### EXERCISE AIM
Pictures aside, return every line below exactly as written.

### RECORDS SHOWN

• • • • • • •

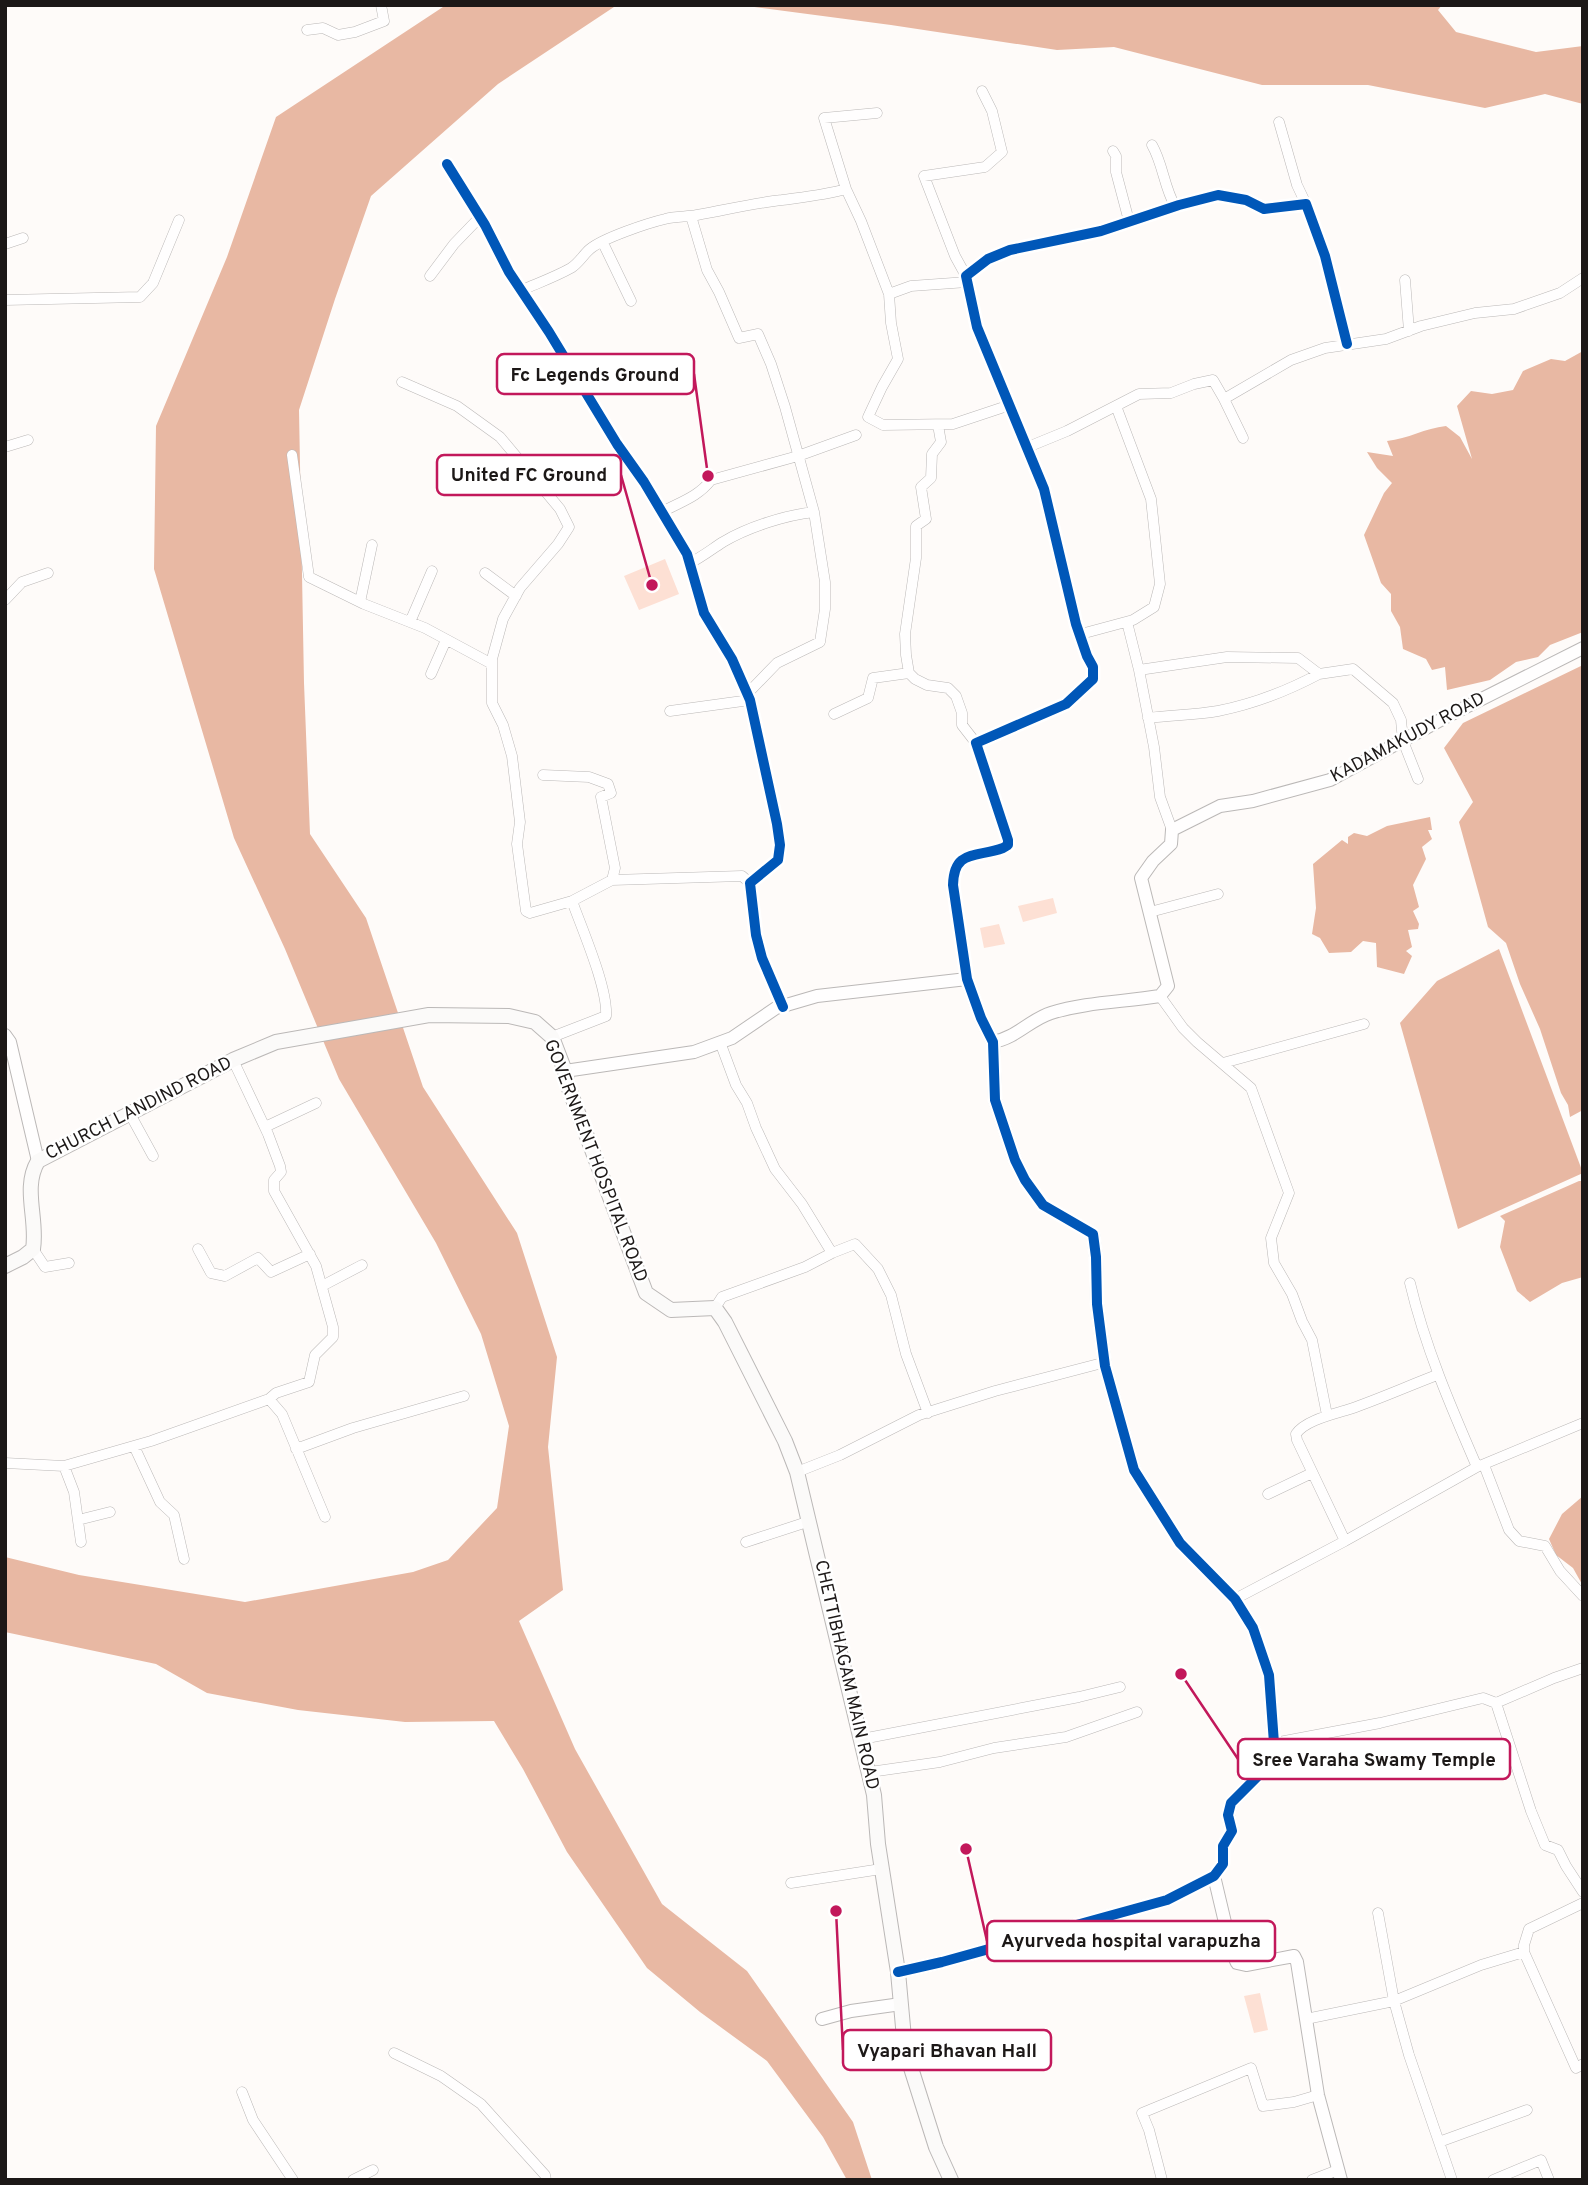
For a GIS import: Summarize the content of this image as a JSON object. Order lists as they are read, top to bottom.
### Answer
{
  "streets": {
    "main road": ["CHURCH LANDIND ROAD", "GOVERNMENT HOSPITAL ROAD", "CHETTIBHAGAM MAIN ROAD"],
    "street": ["KADAMAKUDY ROAD"]
  },
  "crossings": [
    ["CHURCH LANDIND ROAD", "GOVERNMENT HOSPITAL ROAD"],
    ["GOVERNMENT HOSPITAL ROAD", "CHETTIBHAGAM MAIN ROAD"]
  ],
  "places": [
    "Fc Legends Ground",
    "United FC Ground",
    "Sree Varaha Swamy Temple",
    "Ayurveda hospital varapuzha",
    "Vyapari Bhavan Hall"
  ]
}
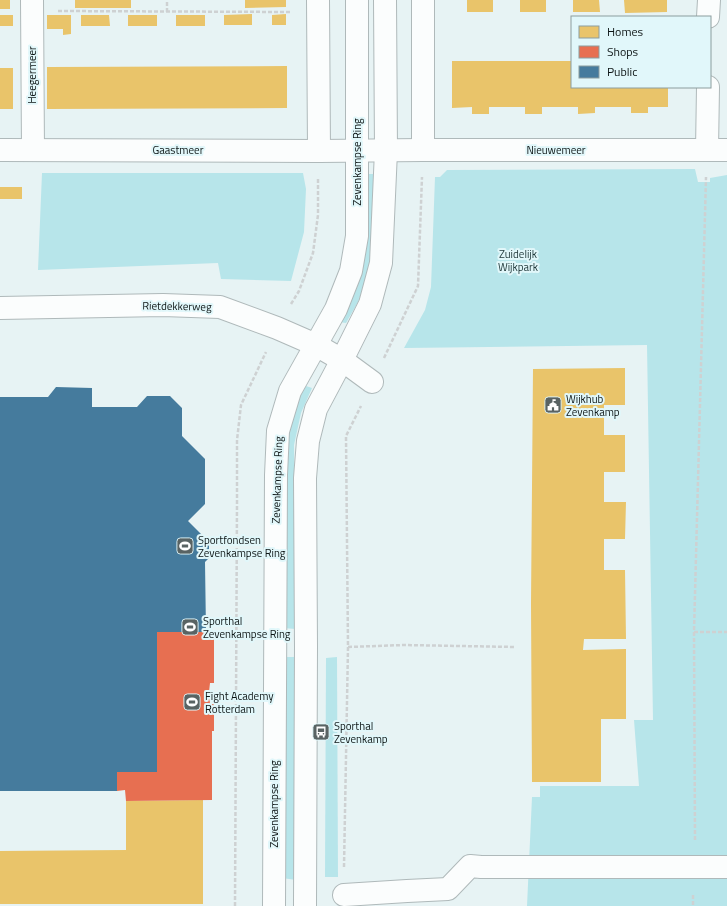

• • • • • • •

### TASK ANSWER
For a GIS import: Summarize the content of this image as a JSON object. Order lists as they are read, top to bottom.
### Answer
{
  "streets": {
    "main road": ["CHURCH LANDIND ROAD", "GOVERNMENT HOSPITAL ROAD", "CHETTIBHAGAM MAIN ROAD"],
    "street": ["KADAMAKUDY ROAD"]
  },
  "crossings": [
    ["CHURCH LANDIND ROAD", "GOVERNMENT HOSPITAL ROAD"],
    ["GOVERNMENT HOSPITAL ROAD", "CHETTIBHAGAM MAIN ROAD"]
  ],
  "places": [
    "Fc Legends Ground",
    "United FC Ground",
    "Sree Varaha Swamy Temple",
    "Ayurveda hospital varapuzha",
    "Vyapari Bhavan Hall"
  ]
}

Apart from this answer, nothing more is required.